EXERCISE MATERIAL:

————

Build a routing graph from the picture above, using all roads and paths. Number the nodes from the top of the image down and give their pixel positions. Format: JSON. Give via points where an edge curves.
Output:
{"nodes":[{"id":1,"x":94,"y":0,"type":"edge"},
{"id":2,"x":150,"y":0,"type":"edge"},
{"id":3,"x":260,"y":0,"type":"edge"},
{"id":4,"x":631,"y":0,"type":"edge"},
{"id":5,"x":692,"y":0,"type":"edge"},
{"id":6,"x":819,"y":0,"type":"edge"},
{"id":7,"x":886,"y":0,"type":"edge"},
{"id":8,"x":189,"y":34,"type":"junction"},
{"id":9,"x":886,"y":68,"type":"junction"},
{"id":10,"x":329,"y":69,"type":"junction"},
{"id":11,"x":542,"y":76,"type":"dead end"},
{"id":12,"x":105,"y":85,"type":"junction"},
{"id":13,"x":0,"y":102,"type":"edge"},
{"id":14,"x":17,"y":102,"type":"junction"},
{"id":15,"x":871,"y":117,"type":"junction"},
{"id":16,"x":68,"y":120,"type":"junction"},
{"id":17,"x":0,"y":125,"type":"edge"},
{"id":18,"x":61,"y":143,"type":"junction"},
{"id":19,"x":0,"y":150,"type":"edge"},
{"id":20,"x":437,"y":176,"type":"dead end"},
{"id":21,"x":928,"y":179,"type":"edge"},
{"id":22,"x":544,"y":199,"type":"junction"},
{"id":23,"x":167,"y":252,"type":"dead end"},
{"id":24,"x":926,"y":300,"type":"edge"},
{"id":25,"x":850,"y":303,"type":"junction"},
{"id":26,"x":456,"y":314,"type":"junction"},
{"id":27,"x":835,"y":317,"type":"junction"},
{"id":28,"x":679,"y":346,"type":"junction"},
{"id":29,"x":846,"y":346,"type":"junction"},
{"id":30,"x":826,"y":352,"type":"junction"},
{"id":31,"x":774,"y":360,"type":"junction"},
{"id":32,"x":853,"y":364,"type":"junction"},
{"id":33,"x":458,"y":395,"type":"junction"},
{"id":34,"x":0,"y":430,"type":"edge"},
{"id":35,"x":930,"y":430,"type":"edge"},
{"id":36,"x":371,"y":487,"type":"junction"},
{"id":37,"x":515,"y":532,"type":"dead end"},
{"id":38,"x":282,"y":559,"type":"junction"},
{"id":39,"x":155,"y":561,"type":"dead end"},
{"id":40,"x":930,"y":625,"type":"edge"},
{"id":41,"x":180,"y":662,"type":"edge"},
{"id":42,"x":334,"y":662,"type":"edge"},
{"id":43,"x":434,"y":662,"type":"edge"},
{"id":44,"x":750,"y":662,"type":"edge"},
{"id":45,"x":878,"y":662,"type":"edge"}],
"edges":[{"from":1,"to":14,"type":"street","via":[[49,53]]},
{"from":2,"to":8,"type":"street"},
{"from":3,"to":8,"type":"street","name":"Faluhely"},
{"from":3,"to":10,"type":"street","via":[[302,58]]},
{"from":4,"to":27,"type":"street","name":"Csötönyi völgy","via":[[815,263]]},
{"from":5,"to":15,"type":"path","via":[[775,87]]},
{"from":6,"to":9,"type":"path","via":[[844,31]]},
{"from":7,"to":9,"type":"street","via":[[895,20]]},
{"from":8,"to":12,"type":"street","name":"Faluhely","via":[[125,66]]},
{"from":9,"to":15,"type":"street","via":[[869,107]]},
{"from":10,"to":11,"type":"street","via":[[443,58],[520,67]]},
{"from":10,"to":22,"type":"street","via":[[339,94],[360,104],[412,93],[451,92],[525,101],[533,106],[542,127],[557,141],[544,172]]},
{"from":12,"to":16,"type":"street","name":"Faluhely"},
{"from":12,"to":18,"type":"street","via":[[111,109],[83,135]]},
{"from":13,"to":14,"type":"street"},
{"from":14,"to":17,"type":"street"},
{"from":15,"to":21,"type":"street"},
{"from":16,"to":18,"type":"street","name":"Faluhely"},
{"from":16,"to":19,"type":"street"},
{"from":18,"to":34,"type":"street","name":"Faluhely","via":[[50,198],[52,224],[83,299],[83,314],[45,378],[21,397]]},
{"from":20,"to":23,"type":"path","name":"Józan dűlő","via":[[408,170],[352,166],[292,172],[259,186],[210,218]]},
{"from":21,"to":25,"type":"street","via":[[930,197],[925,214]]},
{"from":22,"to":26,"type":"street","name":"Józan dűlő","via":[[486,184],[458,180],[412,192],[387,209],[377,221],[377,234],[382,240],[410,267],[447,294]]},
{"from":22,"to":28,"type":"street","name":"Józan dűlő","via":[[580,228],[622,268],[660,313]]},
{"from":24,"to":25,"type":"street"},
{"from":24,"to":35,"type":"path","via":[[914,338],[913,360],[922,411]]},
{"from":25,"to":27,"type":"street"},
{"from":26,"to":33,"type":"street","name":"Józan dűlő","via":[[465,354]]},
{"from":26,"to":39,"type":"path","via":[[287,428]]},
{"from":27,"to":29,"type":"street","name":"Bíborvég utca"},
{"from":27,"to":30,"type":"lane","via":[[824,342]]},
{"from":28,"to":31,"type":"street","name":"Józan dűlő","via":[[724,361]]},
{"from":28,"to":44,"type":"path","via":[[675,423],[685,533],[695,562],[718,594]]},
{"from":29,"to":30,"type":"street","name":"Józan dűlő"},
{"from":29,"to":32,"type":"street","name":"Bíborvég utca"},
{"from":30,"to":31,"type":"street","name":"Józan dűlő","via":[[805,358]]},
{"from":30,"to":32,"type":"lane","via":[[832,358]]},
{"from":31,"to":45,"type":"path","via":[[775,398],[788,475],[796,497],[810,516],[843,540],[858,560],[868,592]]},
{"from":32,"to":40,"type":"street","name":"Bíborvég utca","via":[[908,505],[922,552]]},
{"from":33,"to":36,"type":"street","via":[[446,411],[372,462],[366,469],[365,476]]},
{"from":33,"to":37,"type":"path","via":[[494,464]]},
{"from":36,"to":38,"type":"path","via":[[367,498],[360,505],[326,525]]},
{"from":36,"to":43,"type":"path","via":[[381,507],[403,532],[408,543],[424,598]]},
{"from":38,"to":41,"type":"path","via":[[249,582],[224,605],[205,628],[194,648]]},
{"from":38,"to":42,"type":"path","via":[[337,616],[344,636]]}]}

————

PROBLEM: All entries above are to be copied exactly, with none left out.

EXERCISE RESULT:
Build a routing graph from the picture above, using all roads and paths. Number the nodes from the top of the image down and give their pixel positions. Format: JSON. Give via points where an edge curves.
Output:
{"nodes":[{"id":1,"x":94,"y":0,"type":"edge"},
{"id":2,"x":150,"y":0,"type":"edge"},
{"id":3,"x":260,"y":0,"type":"edge"},
{"id":4,"x":631,"y":0,"type":"edge"},
{"id":5,"x":692,"y":0,"type":"edge"},
{"id":6,"x":819,"y":0,"type":"edge"},
{"id":7,"x":886,"y":0,"type":"edge"},
{"id":8,"x":189,"y":34,"type":"junction"},
{"id":9,"x":886,"y":68,"type":"junction"},
{"id":10,"x":329,"y":69,"type":"junction"},
{"id":11,"x":542,"y":76,"type":"dead end"},
{"id":12,"x":105,"y":85,"type":"junction"},
{"id":13,"x":0,"y":102,"type":"edge"},
{"id":14,"x":17,"y":102,"type":"junction"},
{"id":15,"x":871,"y":117,"type":"junction"},
{"id":16,"x":68,"y":120,"type":"junction"},
{"id":17,"x":0,"y":125,"type":"edge"},
{"id":18,"x":61,"y":143,"type":"junction"},
{"id":19,"x":0,"y":150,"type":"edge"},
{"id":20,"x":437,"y":176,"type":"dead end"},
{"id":21,"x":928,"y":179,"type":"edge"},
{"id":22,"x":544,"y":199,"type":"junction"},
{"id":23,"x":167,"y":252,"type":"dead end"},
{"id":24,"x":926,"y":300,"type":"edge"},
{"id":25,"x":850,"y":303,"type":"junction"},
{"id":26,"x":456,"y":314,"type":"junction"},
{"id":27,"x":835,"y":317,"type":"junction"},
{"id":28,"x":679,"y":346,"type":"junction"},
{"id":29,"x":846,"y":346,"type":"junction"},
{"id":30,"x":826,"y":352,"type":"junction"},
{"id":31,"x":774,"y":360,"type":"junction"},
{"id":32,"x":853,"y":364,"type":"junction"},
{"id":33,"x":458,"y":395,"type":"junction"},
{"id":34,"x":0,"y":430,"type":"edge"},
{"id":35,"x":930,"y":430,"type":"edge"},
{"id":36,"x":371,"y":487,"type":"junction"},
{"id":37,"x":515,"y":532,"type":"dead end"},
{"id":38,"x":282,"y":559,"type":"junction"},
{"id":39,"x":155,"y":561,"type":"dead end"},
{"id":40,"x":930,"y":625,"type":"edge"},
{"id":41,"x":180,"y":662,"type":"edge"},
{"id":42,"x":334,"y":662,"type":"edge"},
{"id":43,"x":434,"y":662,"type":"edge"},
{"id":44,"x":750,"y":662,"type":"edge"},
{"id":45,"x":878,"y":662,"type":"edge"}],
"edges":[{"from":1,"to":14,"type":"street","via":[[49,53]]},
{"from":2,"to":8,"type":"street"},
{"from":3,"to":8,"type":"street","name":"Faluhely"},
{"from":3,"to":10,"type":"street","via":[[302,58]]},
{"from":4,"to":27,"type":"street","name":"Csötönyi völgy","via":[[815,263]]},
{"from":5,"to":15,"type":"path","via":[[775,87]]},
{"from":6,"to":9,"type":"path","via":[[844,31]]},
{"from":7,"to":9,"type":"street","via":[[895,20]]},
{"from":8,"to":12,"type":"street","name":"Faluhely","via":[[125,66]]},
{"from":9,"to":15,"type":"street","via":[[869,107]]},
{"from":10,"to":11,"type":"street","via":[[443,58],[520,67]]},
{"from":10,"to":22,"type":"street","via":[[339,94],[360,104],[412,93],[451,92],[525,101],[533,106],[542,127],[557,141],[544,172]]},
{"from":12,"to":16,"type":"street","name":"Faluhely"},
{"from":12,"to":18,"type":"street","via":[[111,109],[83,135]]},
{"from":13,"to":14,"type":"street"},
{"from":14,"to":17,"type":"street"},
{"from":15,"to":21,"type":"street"},
{"from":16,"to":18,"type":"street","name":"Faluhely"},
{"from":16,"to":19,"type":"street"},
{"from":18,"to":34,"type":"street","name":"Faluhely","via":[[50,198],[52,224],[83,299],[83,314],[45,378],[21,397]]},
{"from":20,"to":23,"type":"path","name":"Józan dűlő","via":[[408,170],[352,166],[292,172],[259,186],[210,218]]},
{"from":21,"to":25,"type":"street","via":[[930,197],[925,214]]},
{"from":22,"to":26,"type":"street","name":"Józan dűlő","via":[[486,184],[458,180],[412,192],[387,209],[377,221],[377,234],[382,240],[410,267],[447,294]]},
{"from":22,"to":28,"type":"street","name":"Józan dűlő","via":[[580,228],[622,268],[660,313]]},
{"from":24,"to":25,"type":"street"},
{"from":24,"to":35,"type":"path","via":[[914,338],[913,360],[922,411]]},
{"from":25,"to":27,"type":"street"},
{"from":26,"to":33,"type":"street","name":"Józan dűlő","via":[[465,354]]},
{"from":26,"to":39,"type":"path","via":[[287,428]]},
{"from":27,"to":29,"type":"street","name":"Bíborvég utca"},
{"from":27,"to":30,"type":"lane","via":[[824,342]]},
{"from":28,"to":31,"type":"street","name":"Józan dűlő","via":[[724,361]]},
{"from":28,"to":44,"type":"path","via":[[675,423],[685,533],[695,562],[718,594]]},
{"from":29,"to":30,"type":"street","name":"Józan dűlő"},
{"from":29,"to":32,"type":"street","name":"Bíborvég utca"},
{"from":30,"to":31,"type":"street","name":"Józan dűlő","via":[[805,358]]},
{"from":30,"to":32,"type":"lane","via":[[832,358]]},
{"from":31,"to":45,"type":"path","via":[[775,398],[788,475],[796,497],[810,516],[843,540],[858,560],[868,592]]},
{"from":32,"to":40,"type":"street","name":"Bíborvég utca","via":[[908,505],[922,552]]},
{"from":33,"to":36,"type":"street","via":[[446,411],[372,462],[366,469],[365,476]]},
{"from":33,"to":37,"type":"path","via":[[494,464]]},
{"from":36,"to":38,"type":"path","via":[[367,498],[360,505],[326,525]]},
{"from":36,"to":43,"type":"path","via":[[381,507],[403,532],[408,543],[424,598]]},
{"from":38,"to":41,"type":"path","via":[[249,582],[224,605],[205,628],[194,648]]},
{"from":38,"to":42,"type":"path","via":[[337,616],[344,636]]}]}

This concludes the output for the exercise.